What is required:
The word "function" marks the lines to find; copy every such line from the data below.

[Stored data entries]
========
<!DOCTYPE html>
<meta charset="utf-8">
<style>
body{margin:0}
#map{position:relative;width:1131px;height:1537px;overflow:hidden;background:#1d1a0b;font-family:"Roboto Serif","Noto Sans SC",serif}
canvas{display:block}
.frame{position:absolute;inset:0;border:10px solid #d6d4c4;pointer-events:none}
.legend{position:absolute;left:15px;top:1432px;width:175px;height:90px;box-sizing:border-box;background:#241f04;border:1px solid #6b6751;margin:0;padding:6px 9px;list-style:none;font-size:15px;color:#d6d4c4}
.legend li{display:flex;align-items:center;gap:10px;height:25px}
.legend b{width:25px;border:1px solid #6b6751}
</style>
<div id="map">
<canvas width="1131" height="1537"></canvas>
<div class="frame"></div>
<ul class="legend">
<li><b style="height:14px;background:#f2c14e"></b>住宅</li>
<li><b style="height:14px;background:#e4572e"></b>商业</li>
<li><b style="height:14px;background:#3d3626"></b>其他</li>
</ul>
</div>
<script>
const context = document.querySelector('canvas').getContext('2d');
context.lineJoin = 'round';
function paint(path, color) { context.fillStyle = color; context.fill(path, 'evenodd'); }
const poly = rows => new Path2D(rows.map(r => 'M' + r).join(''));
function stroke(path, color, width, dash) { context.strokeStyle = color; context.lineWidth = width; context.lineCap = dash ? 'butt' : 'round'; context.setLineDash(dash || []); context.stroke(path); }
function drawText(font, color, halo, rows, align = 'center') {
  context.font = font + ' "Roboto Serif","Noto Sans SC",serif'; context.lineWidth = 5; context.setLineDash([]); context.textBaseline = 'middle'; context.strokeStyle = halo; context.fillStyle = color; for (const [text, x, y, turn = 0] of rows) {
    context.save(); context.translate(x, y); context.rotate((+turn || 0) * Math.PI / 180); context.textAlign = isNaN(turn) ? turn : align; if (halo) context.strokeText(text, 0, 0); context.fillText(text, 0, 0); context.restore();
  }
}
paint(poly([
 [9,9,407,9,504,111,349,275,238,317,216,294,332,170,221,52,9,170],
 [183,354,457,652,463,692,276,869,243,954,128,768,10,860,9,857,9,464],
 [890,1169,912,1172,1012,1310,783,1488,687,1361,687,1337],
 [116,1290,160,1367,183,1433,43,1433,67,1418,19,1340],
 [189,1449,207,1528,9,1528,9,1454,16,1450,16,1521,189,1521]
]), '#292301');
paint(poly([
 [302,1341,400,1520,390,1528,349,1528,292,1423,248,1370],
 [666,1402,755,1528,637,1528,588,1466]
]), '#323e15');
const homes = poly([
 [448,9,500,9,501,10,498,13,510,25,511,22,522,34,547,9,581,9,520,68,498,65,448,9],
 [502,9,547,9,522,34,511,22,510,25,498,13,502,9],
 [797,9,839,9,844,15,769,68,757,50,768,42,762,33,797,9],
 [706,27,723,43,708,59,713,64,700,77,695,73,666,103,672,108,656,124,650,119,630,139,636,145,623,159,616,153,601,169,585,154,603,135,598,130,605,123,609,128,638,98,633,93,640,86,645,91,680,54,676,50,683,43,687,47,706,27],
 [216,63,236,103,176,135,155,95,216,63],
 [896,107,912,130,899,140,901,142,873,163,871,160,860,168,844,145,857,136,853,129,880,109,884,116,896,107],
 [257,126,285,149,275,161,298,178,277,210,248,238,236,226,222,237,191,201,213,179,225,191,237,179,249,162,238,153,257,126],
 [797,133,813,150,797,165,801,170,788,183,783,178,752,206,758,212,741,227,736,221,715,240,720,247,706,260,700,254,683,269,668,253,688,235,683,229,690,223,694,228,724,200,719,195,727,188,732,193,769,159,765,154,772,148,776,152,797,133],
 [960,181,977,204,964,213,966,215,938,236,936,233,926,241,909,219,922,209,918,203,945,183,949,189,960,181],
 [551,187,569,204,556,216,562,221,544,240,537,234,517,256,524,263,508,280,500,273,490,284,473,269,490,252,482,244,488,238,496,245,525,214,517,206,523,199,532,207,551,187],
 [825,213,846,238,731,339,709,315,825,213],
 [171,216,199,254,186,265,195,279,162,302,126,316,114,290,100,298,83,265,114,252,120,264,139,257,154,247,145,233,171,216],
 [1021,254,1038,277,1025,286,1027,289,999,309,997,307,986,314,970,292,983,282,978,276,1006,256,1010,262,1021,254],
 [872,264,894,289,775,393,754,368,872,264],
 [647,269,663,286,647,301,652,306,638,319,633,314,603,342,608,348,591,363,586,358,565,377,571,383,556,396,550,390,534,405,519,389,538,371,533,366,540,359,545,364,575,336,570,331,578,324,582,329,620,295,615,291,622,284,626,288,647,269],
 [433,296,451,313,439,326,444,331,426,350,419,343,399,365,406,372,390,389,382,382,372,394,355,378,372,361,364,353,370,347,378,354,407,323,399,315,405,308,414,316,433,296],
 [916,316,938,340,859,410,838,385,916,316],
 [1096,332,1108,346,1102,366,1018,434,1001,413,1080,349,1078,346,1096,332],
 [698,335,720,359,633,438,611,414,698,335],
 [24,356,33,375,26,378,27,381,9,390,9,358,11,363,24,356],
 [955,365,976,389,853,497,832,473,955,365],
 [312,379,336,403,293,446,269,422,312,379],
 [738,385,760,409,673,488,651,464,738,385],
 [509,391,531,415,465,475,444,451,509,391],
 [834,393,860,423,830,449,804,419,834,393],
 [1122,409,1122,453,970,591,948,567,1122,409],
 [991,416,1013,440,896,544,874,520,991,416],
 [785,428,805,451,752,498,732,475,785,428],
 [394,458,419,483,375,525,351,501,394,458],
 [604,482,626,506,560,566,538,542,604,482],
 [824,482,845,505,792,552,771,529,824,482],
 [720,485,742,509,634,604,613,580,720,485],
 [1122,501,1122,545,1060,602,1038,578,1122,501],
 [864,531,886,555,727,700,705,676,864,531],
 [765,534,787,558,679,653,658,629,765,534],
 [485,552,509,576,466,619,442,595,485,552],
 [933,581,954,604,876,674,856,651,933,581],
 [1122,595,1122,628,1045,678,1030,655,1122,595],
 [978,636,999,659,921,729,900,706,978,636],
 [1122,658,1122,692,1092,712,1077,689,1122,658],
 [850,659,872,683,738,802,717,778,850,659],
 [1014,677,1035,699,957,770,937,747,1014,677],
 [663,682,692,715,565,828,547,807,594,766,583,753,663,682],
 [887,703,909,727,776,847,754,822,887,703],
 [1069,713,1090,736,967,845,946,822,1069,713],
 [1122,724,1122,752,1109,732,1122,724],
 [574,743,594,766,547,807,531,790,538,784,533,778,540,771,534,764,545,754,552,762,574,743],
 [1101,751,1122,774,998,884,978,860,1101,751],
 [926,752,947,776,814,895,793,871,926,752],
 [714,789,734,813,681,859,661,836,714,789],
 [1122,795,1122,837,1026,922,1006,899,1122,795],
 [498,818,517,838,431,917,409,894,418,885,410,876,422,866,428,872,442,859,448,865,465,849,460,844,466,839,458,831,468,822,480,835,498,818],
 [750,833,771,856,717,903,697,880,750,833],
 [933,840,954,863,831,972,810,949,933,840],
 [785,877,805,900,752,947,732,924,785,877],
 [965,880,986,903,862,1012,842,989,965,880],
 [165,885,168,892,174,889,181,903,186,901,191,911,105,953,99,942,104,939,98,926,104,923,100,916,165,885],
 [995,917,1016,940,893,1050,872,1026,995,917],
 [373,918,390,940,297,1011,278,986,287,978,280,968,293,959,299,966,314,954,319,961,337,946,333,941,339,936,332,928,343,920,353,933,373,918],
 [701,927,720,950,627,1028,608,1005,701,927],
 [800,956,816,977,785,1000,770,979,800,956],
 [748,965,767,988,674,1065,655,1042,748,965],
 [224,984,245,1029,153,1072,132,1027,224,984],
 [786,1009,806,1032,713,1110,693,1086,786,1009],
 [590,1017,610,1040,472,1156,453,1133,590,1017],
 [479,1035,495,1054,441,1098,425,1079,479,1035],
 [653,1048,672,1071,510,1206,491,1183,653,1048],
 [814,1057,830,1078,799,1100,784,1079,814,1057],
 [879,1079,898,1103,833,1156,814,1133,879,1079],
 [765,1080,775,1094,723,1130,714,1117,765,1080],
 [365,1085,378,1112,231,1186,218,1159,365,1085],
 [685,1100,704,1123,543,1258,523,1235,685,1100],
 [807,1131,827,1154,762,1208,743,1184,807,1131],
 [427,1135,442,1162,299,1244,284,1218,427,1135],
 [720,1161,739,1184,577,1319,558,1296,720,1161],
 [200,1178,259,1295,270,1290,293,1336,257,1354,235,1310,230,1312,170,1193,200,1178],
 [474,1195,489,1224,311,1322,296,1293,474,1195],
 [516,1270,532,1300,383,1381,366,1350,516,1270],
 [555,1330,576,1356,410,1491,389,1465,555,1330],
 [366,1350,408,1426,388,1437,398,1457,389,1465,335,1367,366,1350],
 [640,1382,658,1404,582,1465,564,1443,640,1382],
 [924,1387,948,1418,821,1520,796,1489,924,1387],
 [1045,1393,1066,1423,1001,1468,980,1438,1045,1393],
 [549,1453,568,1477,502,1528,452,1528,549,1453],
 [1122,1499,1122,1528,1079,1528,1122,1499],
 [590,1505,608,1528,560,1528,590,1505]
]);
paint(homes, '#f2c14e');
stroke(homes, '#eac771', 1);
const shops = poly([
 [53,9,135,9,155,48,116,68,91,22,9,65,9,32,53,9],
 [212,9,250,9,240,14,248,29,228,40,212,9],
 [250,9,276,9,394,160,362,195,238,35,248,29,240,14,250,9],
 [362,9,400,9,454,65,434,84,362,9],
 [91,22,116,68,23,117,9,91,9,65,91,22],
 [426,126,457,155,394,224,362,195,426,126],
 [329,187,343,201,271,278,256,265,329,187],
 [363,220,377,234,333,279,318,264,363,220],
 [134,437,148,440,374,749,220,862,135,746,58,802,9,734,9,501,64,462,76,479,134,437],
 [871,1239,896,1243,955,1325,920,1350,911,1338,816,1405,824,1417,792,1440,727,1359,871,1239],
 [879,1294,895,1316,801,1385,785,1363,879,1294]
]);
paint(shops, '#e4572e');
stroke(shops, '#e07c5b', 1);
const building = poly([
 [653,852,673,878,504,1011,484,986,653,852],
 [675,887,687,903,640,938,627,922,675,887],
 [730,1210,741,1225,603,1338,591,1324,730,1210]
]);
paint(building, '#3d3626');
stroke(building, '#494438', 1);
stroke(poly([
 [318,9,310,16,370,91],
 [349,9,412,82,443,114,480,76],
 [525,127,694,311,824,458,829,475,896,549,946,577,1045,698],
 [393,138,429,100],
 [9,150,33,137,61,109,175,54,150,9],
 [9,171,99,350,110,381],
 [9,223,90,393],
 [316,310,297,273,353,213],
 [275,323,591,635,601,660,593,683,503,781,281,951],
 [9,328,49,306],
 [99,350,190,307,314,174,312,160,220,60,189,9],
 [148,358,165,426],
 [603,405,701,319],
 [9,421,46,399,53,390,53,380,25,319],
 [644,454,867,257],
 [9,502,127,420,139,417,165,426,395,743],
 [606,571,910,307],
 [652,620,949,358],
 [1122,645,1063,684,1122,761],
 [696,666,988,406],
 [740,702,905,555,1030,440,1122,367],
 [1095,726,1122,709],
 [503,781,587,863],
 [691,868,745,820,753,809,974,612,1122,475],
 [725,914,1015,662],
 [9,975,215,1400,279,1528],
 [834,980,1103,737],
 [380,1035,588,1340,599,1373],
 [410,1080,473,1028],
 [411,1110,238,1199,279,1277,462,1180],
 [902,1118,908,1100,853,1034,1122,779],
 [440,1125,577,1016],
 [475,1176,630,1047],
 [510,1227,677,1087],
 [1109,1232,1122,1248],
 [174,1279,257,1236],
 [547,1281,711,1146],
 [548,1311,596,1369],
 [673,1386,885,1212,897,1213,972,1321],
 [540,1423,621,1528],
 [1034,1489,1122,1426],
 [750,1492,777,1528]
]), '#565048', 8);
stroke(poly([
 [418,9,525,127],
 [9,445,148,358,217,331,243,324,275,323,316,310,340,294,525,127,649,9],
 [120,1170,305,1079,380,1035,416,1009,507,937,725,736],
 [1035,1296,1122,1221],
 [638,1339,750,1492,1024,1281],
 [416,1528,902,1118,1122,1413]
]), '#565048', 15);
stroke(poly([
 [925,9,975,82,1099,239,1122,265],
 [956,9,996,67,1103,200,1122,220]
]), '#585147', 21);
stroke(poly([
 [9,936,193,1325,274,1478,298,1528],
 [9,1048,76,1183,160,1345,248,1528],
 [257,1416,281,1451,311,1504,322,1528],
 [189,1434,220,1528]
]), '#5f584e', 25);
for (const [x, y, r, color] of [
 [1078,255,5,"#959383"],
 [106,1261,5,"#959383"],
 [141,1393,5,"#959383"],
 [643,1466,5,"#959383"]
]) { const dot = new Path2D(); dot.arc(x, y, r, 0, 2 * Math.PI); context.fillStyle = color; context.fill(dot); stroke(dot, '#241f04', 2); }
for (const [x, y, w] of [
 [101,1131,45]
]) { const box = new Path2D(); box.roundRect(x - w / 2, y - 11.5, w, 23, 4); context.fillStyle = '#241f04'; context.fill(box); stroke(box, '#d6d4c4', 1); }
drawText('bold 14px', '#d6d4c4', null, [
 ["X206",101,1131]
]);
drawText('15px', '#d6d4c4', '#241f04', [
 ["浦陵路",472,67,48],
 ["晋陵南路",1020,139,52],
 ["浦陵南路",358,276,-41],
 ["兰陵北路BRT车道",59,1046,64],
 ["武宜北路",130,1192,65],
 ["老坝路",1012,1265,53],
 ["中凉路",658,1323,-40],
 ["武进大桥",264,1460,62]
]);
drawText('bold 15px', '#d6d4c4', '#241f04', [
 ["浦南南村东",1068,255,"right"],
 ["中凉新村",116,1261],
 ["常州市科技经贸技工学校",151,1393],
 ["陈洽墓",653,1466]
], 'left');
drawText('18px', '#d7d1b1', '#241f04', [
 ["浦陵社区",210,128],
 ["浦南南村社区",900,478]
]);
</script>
========
Written response:
function paint(path, color) { context.fillStyle = color; context.fill(path, 'evenodd'); }
function stroke(path, color, width, dash) { context.strokeStyle = color; context.lineWidth = width; context.lineCap = dash ? 'butt' : 'round'; context.setLineDash(dash || []); context.stroke(path); }
function drawText(font, color, halo, rows, align = 'center') {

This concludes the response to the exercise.